B. LE « CAS RADARS » MANQUE DE LISIBILITÉ ET NE REFLÈTE PAS L'EFFORT FOURNI AU TITRE DE LA SÉCURITÉ ROUTIÈRE
La création du CAS en 2006 est intervenue quelques années après la mise en oeuvre de la politique de contrôle automatisé. Sa fonction était de matérialiser le lien direct entre les recettes issues de la verbalisation et les dépenses liées à la sécurité routière. Toutefois, les modifications apportées depuis 2006 ont non seulement complexifié le CAS mais lui ont également fait perdre une partie de son sens initial.

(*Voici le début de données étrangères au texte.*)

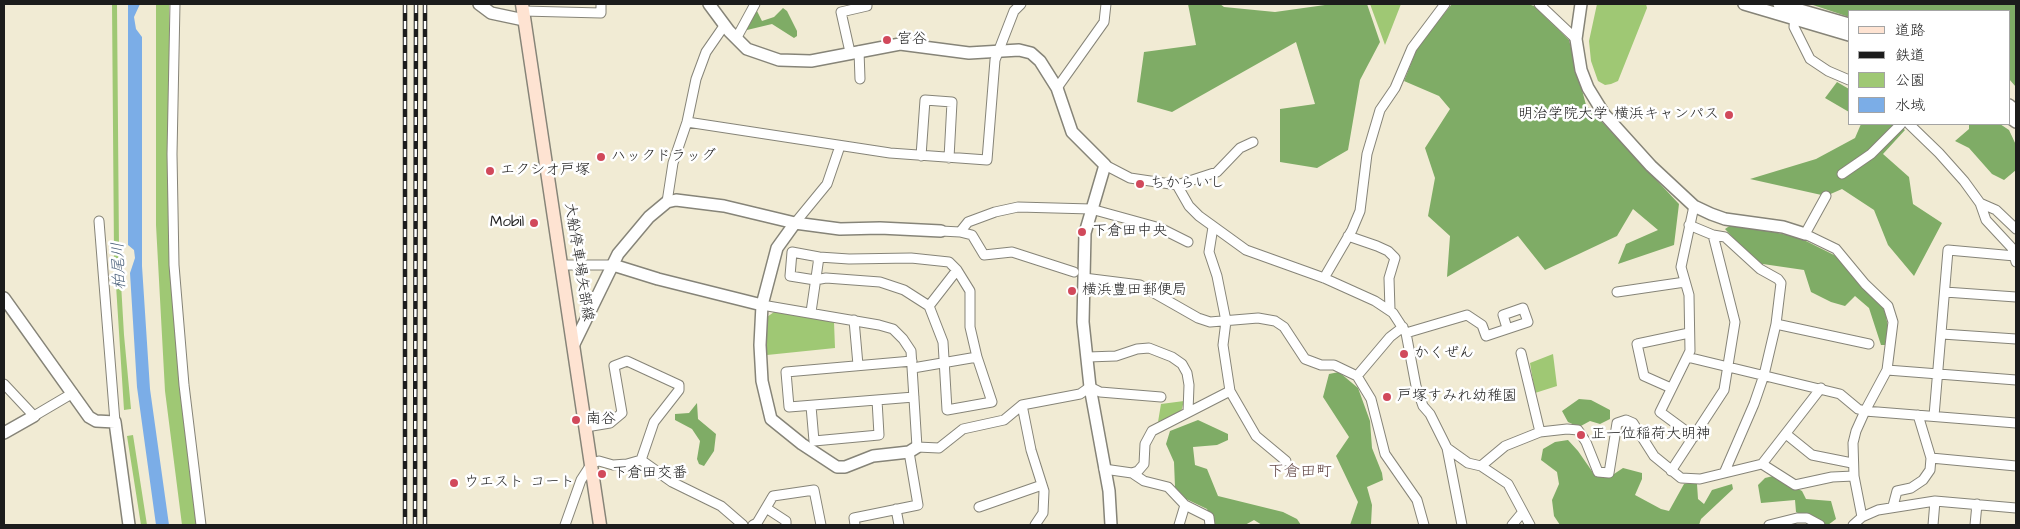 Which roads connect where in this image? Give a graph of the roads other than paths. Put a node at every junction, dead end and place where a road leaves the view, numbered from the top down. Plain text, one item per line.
1 (175, 4) edge
2 (479, 4) edge
3 (601, 4) edge
4 (709, 4) edge
5 (755, 4) edge
6 (867, 4) edge
7 (1020, 4) edge
8 (1106, 4) edge
9 (1445, 4) edge
10 (1539, 4) edge
11 (1581, 4) edge
12 (1744, 4) edge
13 (1779, 4) edge
14 (1012, 8) edge
15 (523, 12) edge
16 (1795, 13) junction
17 (1848, 24) edge
18 (724, 26) junction
19 (1848, 35) edge
20 (736, 39) junction
21 (1576, 39) junction
22 (855, 51) junction
23 (998, 52) junction
24 (860, 79) dead end
25 (1848, 80) edge
26 (1057, 88) junction
27 (687, 122) junction
28 (1899, 125) edge
29 (1910, 125) edge
30 (1253, 142) dead end
31 (840, 146) junction
32 (921, 156) junction
33 (949, 158) junction
34 (1105, 166) junction
35 (1842, 174) dead end
36 (1177, 185) junction
37 (1826, 196) dead end
38 (667, 202) junction
39 (1980, 203) junction
40 (1694, 206) junction
41 (1091, 209) junction
42 (99, 221) dead end
43 (795, 223) junction
44 (1689, 225) junction
45 (1213, 227) junction
46 (2016, 229) edge
47 (941, 231) joint
48 (960, 232) junction
49 (1805, 234) junction
50 (1713, 235) junction
51 (1348, 236) junction
52 (1188, 242) dead end
53 (819, 257) junction
54 (2016, 259) edge
55 (562, 264) junction
56 (613, 265) junction
57 (957, 270) junction
58 (1079, 275) junction
59 (1324, 278) junction
60 (815, 280) junction
61 (1685, 282) junction
62 (1617, 292) dead end
63 (1945, 292) junction
64 (2016, 297) edge
65 (4, 298) edge
66 (762, 305) junction
67 (929, 306) junction
68 (1390, 310) junction
69 (811, 312) junction
70 (854, 320) junction
71 (1226, 321) junction
72 (1776, 324) junction
73 (1507, 328) dead end
74 (1404, 330) junction
75 (1689, 333) junction
76 (1942, 334) junction
77 (2016, 339) edge
78 (574, 344) junction
79 (1869, 344) dead end
80 (1521, 353) dead end
81 (977, 356) junction
82 (1088, 357) junction
83 (1687, 357) junction
84 (946, 363) junction
85 (913, 364) junction
86 (858, 365) junction
87 (1727, 367) junction
88 (1887, 370) junction
89 (1938, 374) junction
90 (1764, 375) junction
91 (1357, 376) junction
92 (2016, 380) edge
93 (4, 384) edge
94 (1090, 387) junction
95 (1671, 388) junction
96 (1821, 388) junction
97 (1230, 391) junction
98 (73, 393) junction
99 (914, 397) junction
100 (1161, 397) dead end
101 (877, 400) junction
102 (1022, 405) junction
103 (810, 406) junction
104 (1865, 411) junction
105 (1188, 412) junction
106 (1918, 415) junction
107 (34, 416) junction
108 (1934, 416) junction
109 (115, 422) junction
110 (2016, 423) edge
111 (586, 426) junction
112 (1540, 432) junction
113 (4, 433) edge
114 (1786, 434) junction
115 (1694, 437) junction
116 (1447, 448) junction
117 (913, 450) junction
118 (1931, 458) junction
119 (642, 460) junction
120 (1286, 461) dead end
121 (592, 463) junction
122 (1852, 463) junction
123 (1762, 464) junction
124 (1482, 466) junction
125 (2016, 466) edge
126 (1104, 469) junction
127 (1672, 471) junction
128 (1725, 471) junction
129 (1132, 473) junction
130 (1854, 476) junction
131 (1042, 485) junction
132 (1935, 501) junction
133 (1977, 504) junction
134 (1185, 505) junction
135 (1892, 506) junction
136 (979, 507) dead end
137 (766, 508) junction
138 (2016, 508) edge
139 (896, 509) junction
140 (1522, 514) junction
141 (1858, 522) edge
142 (129, 525) edge
143 (201, 525) edge
144 (565, 525) edge
145 (600, 525) edge
146 (743, 525) edge
147 (753, 525) edge
148 (786, 525) edge
149 (821, 525) edge
150 (855, 525) edge
151 (899, 525) edge
152 (1035, 525) edge
153 (1111, 525) edge
154 (1179, 525) edge
155 (1210, 525) edge
156 (1424, 525) edge
157 (1462, 525) edge
158 (1512, 525) edge
159 (1530, 525) edge
160 (1769, 525) edge
161 (1820, 525) edge
162 (1933, 525) edge
163 (1975, 525) edge

1 - 143 street
2 - 15 street
3 - 15 street
4 - 18 street
5 - 20 street
6 - 22 street
7 - 14 street
8 - 26 street
9 - 51 street
10 - 21 street
11 - 21 street
12 - 16 street
13 - 16 street
14 - 23 street
15 - 55 main road, 大船停車場矢部線
16 - 17 street
16 - 19 street
16 - 25 street
18 - 20 street
18 - 27 street
20 - 22 street
21 - 40 street
22 - 23 street
22 - 24 street
23 - 26 street
23 - 33 street
26 - 34 street
27 - 31 street
27 - 38 street
28 - 35 street
29 - 39 street
30 - 36 street
31 - 32 street
31 - 43 street
32 - 33 street
32 - 33 street
34 - 36 street
34 - 41 street
36 - 45 street
37 - 49 street
38 - 43 street
38 - 56 street
39 - 46 street
39 - 54 street
40 - 44 street
40 - 49 street
41 - 48 street
41 - 52 street
41 - 58 street
42 - 109 street
43 - 47 street
43 - 66 street
44 - 50 street
44 - 61 street
45 - 59 street
45 - 71 street
47 - 48 street
48 - 58 street
49 - 88 street
50 - 72 street
50 - 87 street
51 - 59 street
51 - 68 street
53 - 57 street
53 - 60 street
53 - 60 street
54 - 63 street
55 - 56 street
55 - 78 main road, 大船停車場矢部線
56 - 66 street
56 - 78 street
57 - 67 street
57 - 81 street
58 - 71 street
58 - 82 street
59 - 68 street
60 - 67 street
60 - 69 street
61 - 62 street
61 - 75 street
63 - 64 street
63 - 76 street
65 - 98 street
66 - 69 street
66 - 117 street
67 - 84 street
68 - 74 street
69 - 70 street
70 - 85 street
70 - 86 street
71 - 91 street
71 - 97 street
72 - 79 street
72 - 90 street
73 - 74 street
74 - 91 street
74 - 116 street
75 - 83 street
75 - 95 street
76 - 77 street
76 - 89 street
78 - 111 main road, 大船停車場矢部線
80 - 112 street
81 - 84 street
81 - 84 street
82 - 94 street
82 - 105 street
83 - 87 street
83 - 95 street
84 - 85 street
85 - 86 street
85 - 99 street
86 - 103 street
87 - 90 street
87 - 115 street
88 - 89 street
88 - 104 street
89 - 92 street
89 - 108 street
90 - 96 street
90 - 128 street
91 - 156 street
93 - 107 street
94 - 100 street
94 - 102 street
94 - 126 street
95 - 115 street
96 - 104 street
96 - 114 street
97 - 105 street
97 - 120 street
98 - 107 street
98 - 109 street
99 - 101 street
99 - 117 street
101 - 103 street
101 - 103 street
102 - 117 street
102 - 131 street
104 - 106 street
104 - 122 street
105 - 129 street
106 - 108 street
106 - 118 street
107 - 113 street
108 - 110 street
109 - 142 street
111 - 119 street
111 - 121 main road, 大船停車場矢部線
112 - 124 street
112 - 127 street
114 - 122 street
114 - 123 street
115 - 127 street
116 - 124 street
116 - 157 street
117 - 139 street
118 - 125 street
118 - 135 street
119 - 121 street
119 - 146 street
121 - 144 street
121 - 145 main road, 大船停車場矢部線
122 - 130 street
123 - 128 street
123 - 130 street
124 - 140 street
126 - 129 street
126 - 153 street
127 - 128 street
129 - 134 street
130 - 141 street
131 - 136 street
131 - 152 street
132 - 133 street
132 - 135 street
132 - 162 street
133 - 138 street
133 - 163 street
134 - 154 street
134 - 155 street
135 - 141 street
137 - 147 street
137 - 148 street
137 - 149 street
139 - 150 street
139 - 151 street
140 - 158 street
140 - 159 street
160 - 161 street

En premier lieu, le CAS ne bénéficie pas de l'ensemble des recettes des amendes liées au contrôle automatisé ou à la police de la circulation, une partie des fonds étant affectée à l'AFIT France, au FMIS, à l'ANTAI et au budget général en amont ou en aval de la répartition au sein du CAS22(*). Ainsi, sur les 2 193 millions d'euros de recettes prévues en 2025, seuls 1 864 millions d'euros devaient revenir au CAS, soit 85 %. En sens inverse, toutes les dépenses de sécurité routière portées par l'État, qui représentaient au total 5,1 milliards d'euros en 202523(*), ne sont pas assumées par le CAS, loin de là.
En deuxième lieu, des recettes des amendes sont annuellement attribuées au programme 755 « Désendettement de l'État », qui ne concerne pas des dépenses de sécurité routière, ce qui contrevient au principe de spécialité des crédits au sein du CAS. En 2025, les CP exécutés de ce programme ont représenté 39 % des dépenses du CAS.
En troisième lieu, la complexité de la répartition des crédits au sein du CAS le rend peu lisible.
Dans ces conditions, le CAS ne répond plus, en l'état, suffisamment à sa fonction première.
* 22 Voir supra.
* 23 Document de politique transversale 2026 « sécurité routière ».